Ramdam dans les rames de tram
Fraude de mieux
N’empêche, le tram gratuit, ça serait vachement payant. La preuve ? Ailleurs, c’est déjà fait.
Pas moyen d’être tranquille dans le tram à mariner sa mauvaise humeur. Un groupe de petits malins s’évertue, avec un certain succès, à tirer des sourires complices aux passagers, qu’ils aient l’air propres sur eux, insupportablement jeunes ou même sans âge. Quatre fois qu’ils font le coup depuis le début de l’année, dénommant leurs opérations « free zones ». Leur pratique perverse consiste à passer la tête dans la portière à quelques stations pour annoncer que sur ce tronçon, la voie est libre de toute escouade de contrôleurs, que chacun peut « voyager tranquille ». Ils sont une quinzaine, disséminés le long d’une ligne, s’avertissant par bigophone portable de l’arrivée éventuelle des fameux contrôleurs. Aucune incitation à frauder, juste une information gratuite. D’ailleurs la gratuité, c’est leur cheval de bataille, à ces ticketophobes libertaires. Le plus souvent, l’accueil est enjoué, intéressé, même si, à l’arrêt rond-point de Vannes, un screugneugneu s’insurge contre cet élan de « soviétisme ». Quelques mercis fusent du tram. Un chauffeur a même pris le micro pour avertir ses passagers de l’arrivée d’une brigade de contrôleurs.

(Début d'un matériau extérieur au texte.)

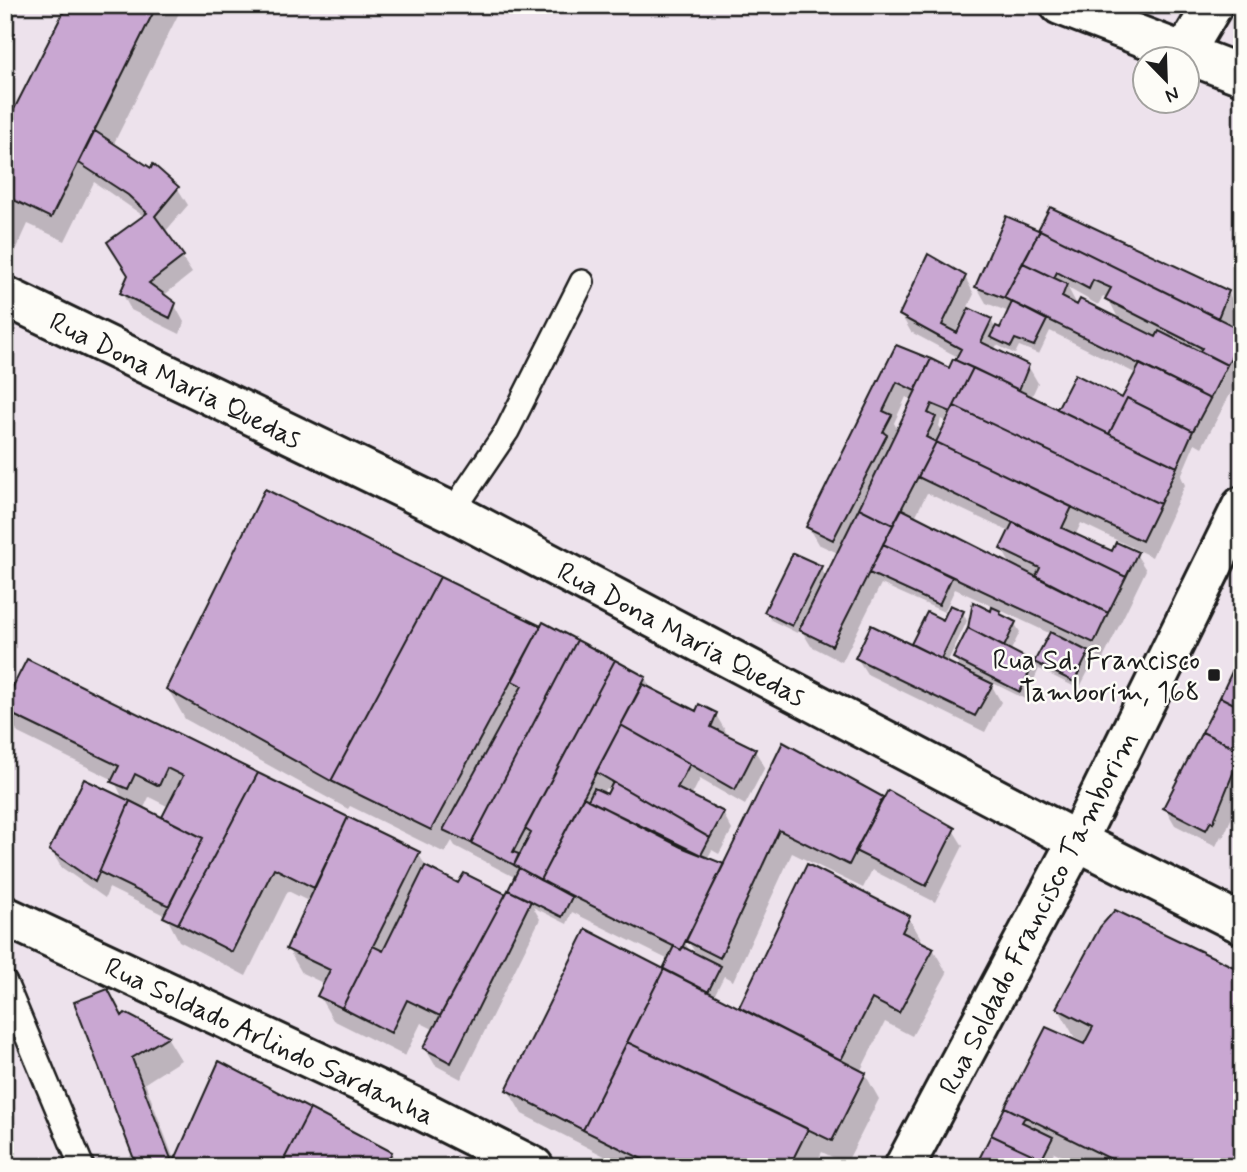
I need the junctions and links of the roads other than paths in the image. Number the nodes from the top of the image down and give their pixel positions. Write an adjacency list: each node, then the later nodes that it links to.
1 (1060, 5): 3 (street)
2 (1213, 5): 4 (street)
3 (1169, 46)
4 (1189, 46)
5 (1202, 59): 6 (street)
6 (1242, 75)
7 (582, 282): 10 (lane)
8 (5, 296): 10 (street, Rua Dona Maria Quedas)
9 (1242, 506): 11 (street, Rua Soldado Francisco Tamborim)
10 (452, 512): 11 (street, Rua Dona Maria Quedas)
11 (1077, 841): 13 (street, Rua Dona Maria Quedas); 17 (street, Rua Soldado Francisco Tamborim)
12 (5, 916): 16 (street, Rua Soldado Arlindo Sardanha)
13 (1242, 924)
14 (5, 983): 15 (lane)
15 (82, 1167)
16 (534, 1167)
17 (904, 1167)

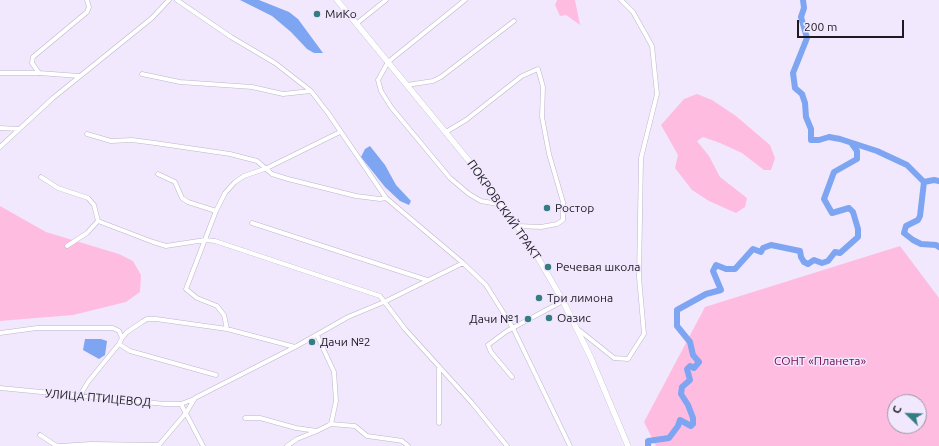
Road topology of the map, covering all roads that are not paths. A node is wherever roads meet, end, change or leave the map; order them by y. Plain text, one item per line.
1 (87, 0) edge
2 (169, 0) edge
3 (177, 0) edge
4 (337, 0) edge
5 (386, 0) edge
6 (465, 0) edge
7 (621, 0) edge
8 (514, 22) dead end
9 (356, 24) junction
10 (388, 62) junction
11 (39, 73) junction
12 (0, 74) edge
13 (142, 74) dead end
14 (79, 76) junction
15 (407, 85) junction
16 (311, 91) junction
17 (0, 128) edge
18 (19, 128) junction
19 (340, 132) junction
20 (446, 132) junction
21 (87, 134) dead end
22 (0, 147) edge
23 (267, 168) junction
24 (158, 174) dead end
25 (42, 177) dead end
26 (386, 198) junction
27 (503, 206) junction
28 (216, 211) junction
29 (98, 221) junction
30 (252, 223) dead end
31 (517, 226) junction
32 (205, 240) junction
33 (67, 246) dead end
34 (463, 263) junction
35 (428, 281) junction
36 (563, 301) junction
37 (384, 302) junction
38 (513, 328) junction
39 (227, 329) junction
40 (577, 329) junction
41 (0, 333) edge
42 (316, 335) junction
43 (122, 338) junction
44 (119, 344) junction
45 (295, 346) junction
46 (439, 369) junction
47 (216, 375) dead end
48 (512, 377) dead end
49 (0, 388) edge
50 (78, 397) junction
51 (195, 398) junction
52 (181, 404) junction
53 (186, 413) junction
54 (245, 418) dead end
55 (439, 423) dead end
56 (331, 424) junction
57 (317, 431) junction
58 (40, 435) dead end
59 (158, 446) edge
60 (203, 446) edge
61 (287, 446) edge
62 (408, 446) edge
63 (507, 446) edge
64 (570, 446) edge
65 (628, 446) edge

1 - 11 street
2 - 14 street
3 - 16 street
4 - 9 main road, ПОКРОВСКИЙ ТРАКТ
5 - 9 street
6 - 10 street
7 - 40 street
8 - 15 street
9 - 10 main road, ПОКРОВСКИЙ ТРАКТ
10 - 15 main road, ПОКРОВСКИЙ ТРАКТ
10 - 27 street
11 - 12 street
11 - 14 street
13 - 16 street
14 - 18 street
15 - 20 main road, ПОКРОВСКИЙ ТРАКТ
16 - 19 street
17 - 18 street
18 - 22 street
19 - 23 street
19 - 26 street
20 - 27 main road, ПОКРОВСКИЙ ТРАКТ
20 - 31 street
21 - 23 street
23 - 26 street
23 - 28 street
24 - 28 street
25 - 29 street
26 - 34 street
27 - 31 main road, ПОКРОВСКИЙ ТРАКТ
28 - 32 street
29 - 32 street
29 - 33 street
30 - 35 street
31 - 36 main road, ПОКРОВСКИЙ ТРАКТ
32 - 37 street
32 - 39 street
34 - 35 street, УЛИЦА ПТИЦЕВОД
34 - 38 street
35 - 37 street, УЛИЦА ПТИЦЕВОД
36 - 38 street
36 - 40 main road, ПОКРОВСКИЙ ТРАКТ
37 - 42 street, УЛИЦА ПТИЦЕВОД
37 - 46 street
38 - 48 street
38 - 64 street
39 - 43 street
39 - 45 street
40 - 65 main road, ПОКРОВСКИЙ ТРАКТ
41 - 43 street
42 - 45 street, УЛИЦА ПТИЦЕВОД
42 - 56 street
43 - 44 street
44 - 47 street
44 - 50 street
45 - 51 street, УЛИЦА ПТИЦЕВОД
46 - 55 street
46 - 63 street
49 - 50 street, УЛИЦА ПТИЦЕВОД
50 - 52 street, УЛИЦА ПТИЦЕВОД
51 - 52 street, УЛИЦА ПТИЦЕВОД
51 - 53 street
52 - 53 street
53 - 59 street
53 - 60 street
54 - 57 street
56 - 57 street
56 - 62 street
57 - 61 street
58 - 59 street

Ces contempteurs du déplacement gratos ont même inventé un nouveau savoir-vivre, dispensé sur un tract distribué lors de leur opération sourire. On y incite à déposer sur les composteurs son ticket valable une heure, à le proposer aux usagers qui montent, ou à les avertir de la présence de contrôleurs à bord, voire à intervenir poliment en cas de contrôle zélé.
C’est vrai qu’à Nantes, chômeurs et rmistes ont droit aux déplacements gratuits. Reste que ces salauds de pauvres doivent aller faire la queue tous les trimestres, fournir la paperasse exigée, admettre ce contrôle social des mal nantis. Certificat de résidence de moins de trois mois, justificatif de ressources. Vous manque un papier. Vous reviendrez. Une humiliation de plus. Et le dispositif a ses exclus : sans-papiers, enfants de chômeurs, smicards, revenus précaires.

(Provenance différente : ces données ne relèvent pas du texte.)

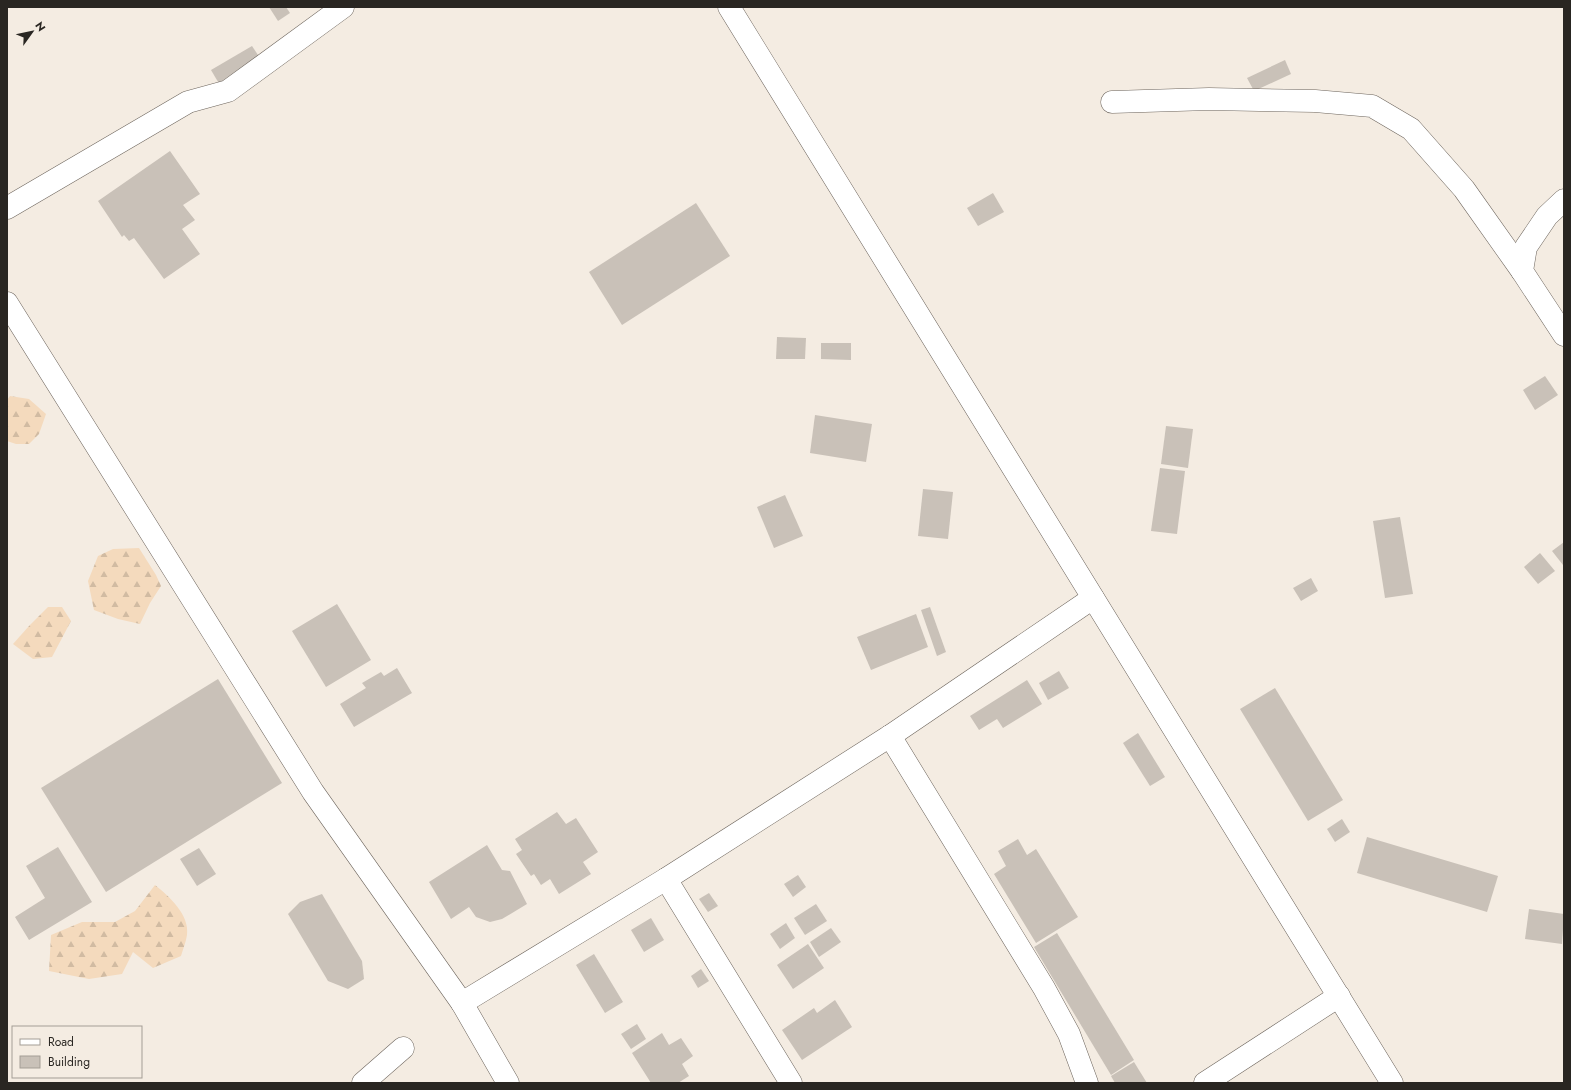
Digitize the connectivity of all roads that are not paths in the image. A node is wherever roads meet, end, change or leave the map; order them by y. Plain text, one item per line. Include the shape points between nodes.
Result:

Les graves dangers du tram gratos
Quant à l’accès gratuit pour tous, il aurait ses avantages : réduction des dépenses liées à l’accès payant ; billetterie, poinçonneuses, sans parler des salaires des équipes de contrôleurs, de l’instauration de la montée par l’avant, des campagnes de com’ contre la fraude. On vous passe les effets incitatifs sur l’abandon de la bagnole en ville, la pollution ridiculisée, des centaines de Nantais privés de leur stress quotidien dans les bouchons. Le transport en commun gratuit, Chateauroux, Vitré, Morlaix l’ont déjà mis en place. Utopie ? La société de transport est déjà aux trois quarts subventionnée. Pourquoi ne pas assumer l’équité sociale d’un moyen de mobilité entièrement disponible à tous ?
Selon la Tan qui a mené dans le tram, à la mi-octobre, une opération « carton rouge aux resquilleurs », la fraude lui coûterait trois à quatre millions d’euros par an, sans qu’elle veuille bien expliquer d’où elle sort son estimation mirobolante. En extrapolant le manque à gagner des resquilleurs chopés par les contrôleurs, donnée corrigée des variations saisonnières ? *
Les trublions qui mènent cette désobéissance ticketière font de la grivèlerie de transport collectif. Une atteinte insupportable au service public payant. Avec des discours pareils, on rendrait gratuit l’accès aux bibliothèques, les secours des pompiers et l’éclairage public. Les transports gratuits ? Un désastre. Devenues inutiles, les escouades de contrôleurs se retrouveraient à la rue. Et les rues surpeuplées, c’est dangereux pour la circulation.
* « L’estimation que nous utilisons repose sur la mesure du taux de fraude réel valorisé par la recette moyenne d’un voyageur payant », explique la TAN. Euh… Quelqu’un a compris ?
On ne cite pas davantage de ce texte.